GB:  Is there progress in the negotiations?

HN:  We agreed from the first day of the negotiations not to talk about them -so as not to spoil them. You know today in the enemy's entity there are wider opportunities for outbidding and competing, and that could lead to obstructing or thwarting the process. I abide by what we agreed upon. However, I assure you that negotiations are continuing and meetings with the international mediator are continuing.

GB:  Does the recurrent targeting of UNIFIL frighten you? Does it make you fear the situation could deteriorate?

HN:  It worries us. When the attack on the Spanish contingent occurred, and now the recent story in, we were asked who do you accuse, we said the investigations should show that. Some people tried to put it on Hezbollah, but neither analysis nor the facts support such a charge. Some immediately accused Al-Qaeda, Salafis, I don't know who.  It is possible, why not? But why not Israel, since we are mentioning hypotheses?

I'll tell you what Israel's interest is. If the Israelis do not want to have war it is their interest for the number of the international forces in southern Lebanon to increase and to place their mandate under Chapter VII. If they are depicted as being threatened, they will then be forced to change the rules of engagement when they are targeted. As soon as the attack on the Spanish contingent occurred, they began to talk about changing the rules of engagement.

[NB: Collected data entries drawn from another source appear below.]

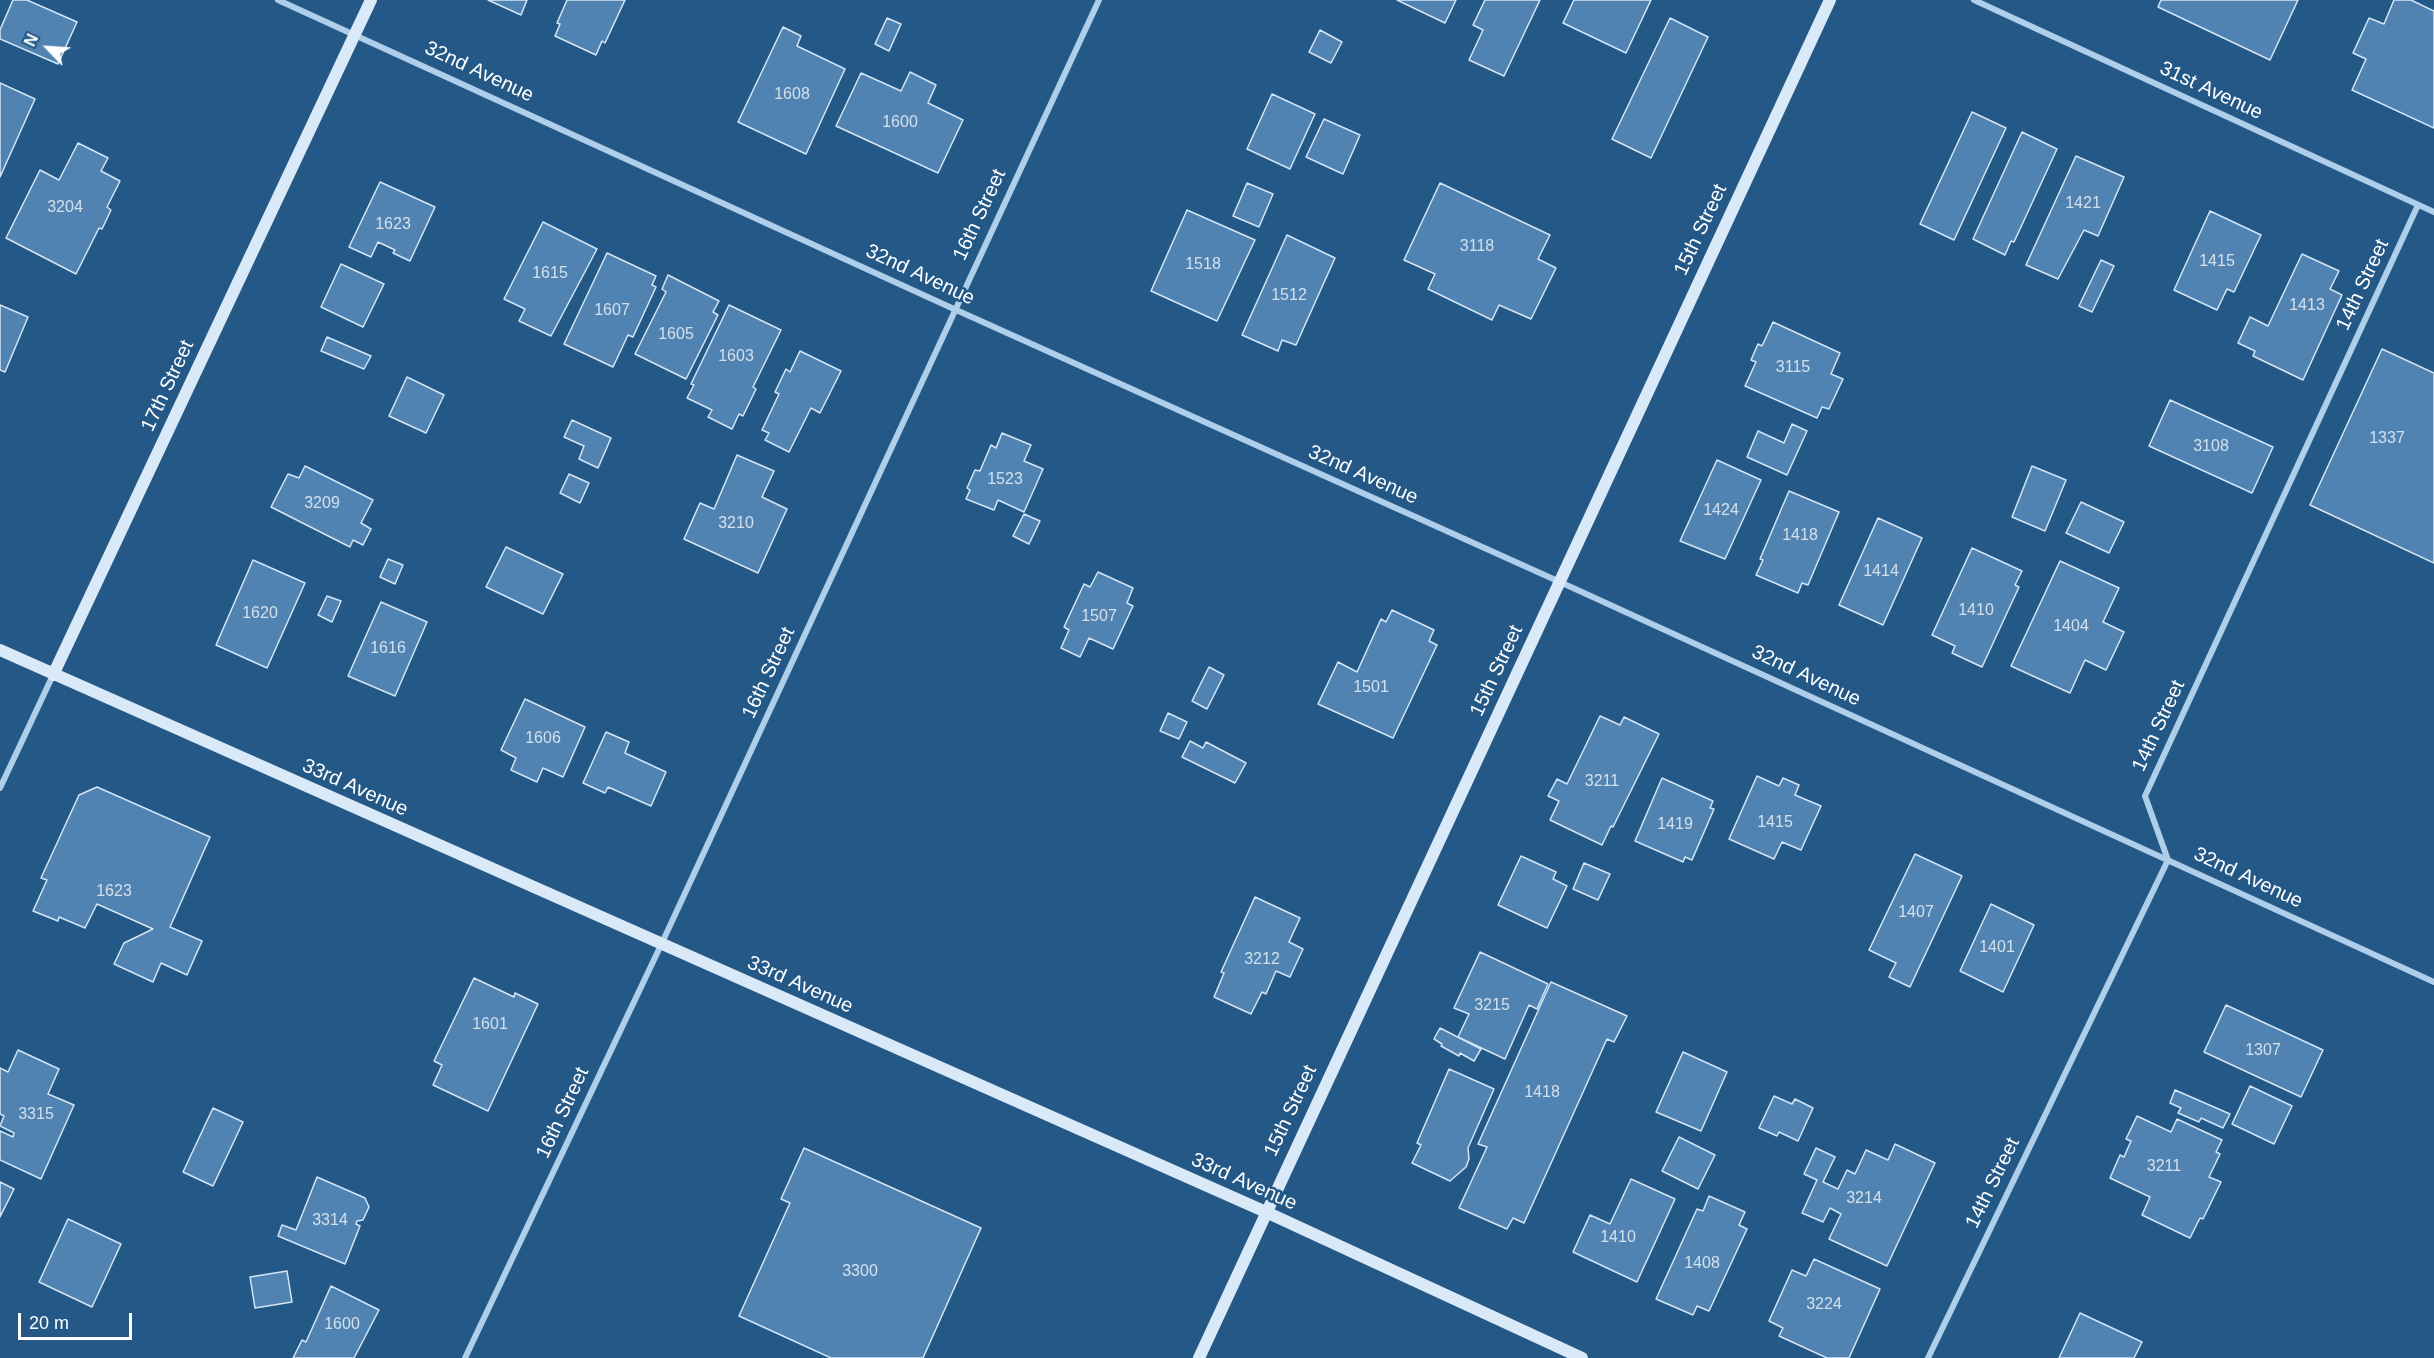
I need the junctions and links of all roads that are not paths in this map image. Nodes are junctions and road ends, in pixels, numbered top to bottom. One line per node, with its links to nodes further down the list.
1 (278, 0): 6 (street, 32nd Avenue)
2 (371, 0): 6 (street, 17th Street)
3 (1099, 0): 9 (street, 16th Street)
4 (1830, 0): 10 (street, 15th Street)
5 (1974, 0): 7 (street, 31st Avenue)
6 (355, 34): 9 (street, 32nd Avenue); 12 (street, 17th Street)
7 (2418, 205): 8 (street, 31st Avenue); 14 (street, 14th Street)
8 (2434, 212)
9 (954, 309): 10 (street, 32nd Avenue); 15 (street, 16th Street)
10 (1560, 582): 14 (street, 32nd Avenue); 17 (street, 15th Street)
11 (0, 650): 12 (street, 33rd Avenue)
12 (53, 675): 13 (street, 17th Street); 15 (street, 33rd Avenue)
13 (0, 788)
14 (2168, 860): 16 (street, 32nd Avenue); 21 (street, 14th Street)
15 (661, 945): 17 (street, 33rd Avenue); 18 (street, 16th Street)
16 (2434, 982)
17 (1266, 1212): 19 (street, 15th Street); 20 (street, 33rd Avenue)
18 (465, 1358)
19 (1199, 1358)
20 (1582, 1358)
21 (1928, 1358)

Thus they will begin to set up check-points, carry out raids, and fly reconnaissance aircraft.

The objective is not to protect the international forces. The objective is to exercise a serious security authority over the area south of the Litani River. If they do not want to launch a war, then they have an interest to place the UN emergency force under Chapter VII, increase its numbers, and so on, and if they do want a war then they have an interest in making them go away.

The presence of UNIFIL will be very embarrassing for the Israelis, especially if in the next war they contemplate carrying out a wide-scale ground operation. Therefore targeting UNIFIL and making it leave, will render southern Lebanon exposed to the possibilities of war.

Therefore I assume that the Israelis are possible culprits. Yes, other possibilities exist, I cannot deny that. Therefore the important thing is the security investigations which could lead to a result. In short, the targeting of UNIFIL worries us.

GB:  Since you are talking about the investigation -and that is my last question -but briefly, Your Eminence, Israel has formed a commission of inquiry [into the war], have you in Hezbollah carried out an internal assessment to draw lessons from the war, the shortcomings and the positive sides?

HN:  Yes, and we finished before the Israelis did.

GB:  You did not announce it?

HN:  We did not make an announcement because we are not a state. We are not an army, a state, or a State institution. We are a resistance movement. Therefore we keep the lessons we learned to ourselves, and we cannot give them to the Israelis. Even the Israelis published only those parts of the Winograd Report that were known and reported in the Israeli press. The Winograd report mentioned more about the failures of the leaders. But the technical part that reveals the weak points in the Israeli army -the important and serious part -was kept hidden.

GB:  What about you?

HN:  We are not thinking at all of publishing our report. However, we conducted an assessment and identified the strong points the weak points, the shortcomings, the faults, where we can improve our strong points, how we can address our weak points. We did that. We are now working on the basis of that assessment.

GB:  Thank you, Your Eminence Sayyed Hassan Nasrallah, for this interview...

HN:  There can be no transparency in that. There is transparency in everything except in that. Our strength is that the resistance is secret, hidden, and unknown to the enemy.

GB:  Thank you, Your Eminence, for this exhausting interview in its two parts. Thank you, we had agreed to have this interview more than a month ago. Thank you, honorable viewers, for being with us. God be with you."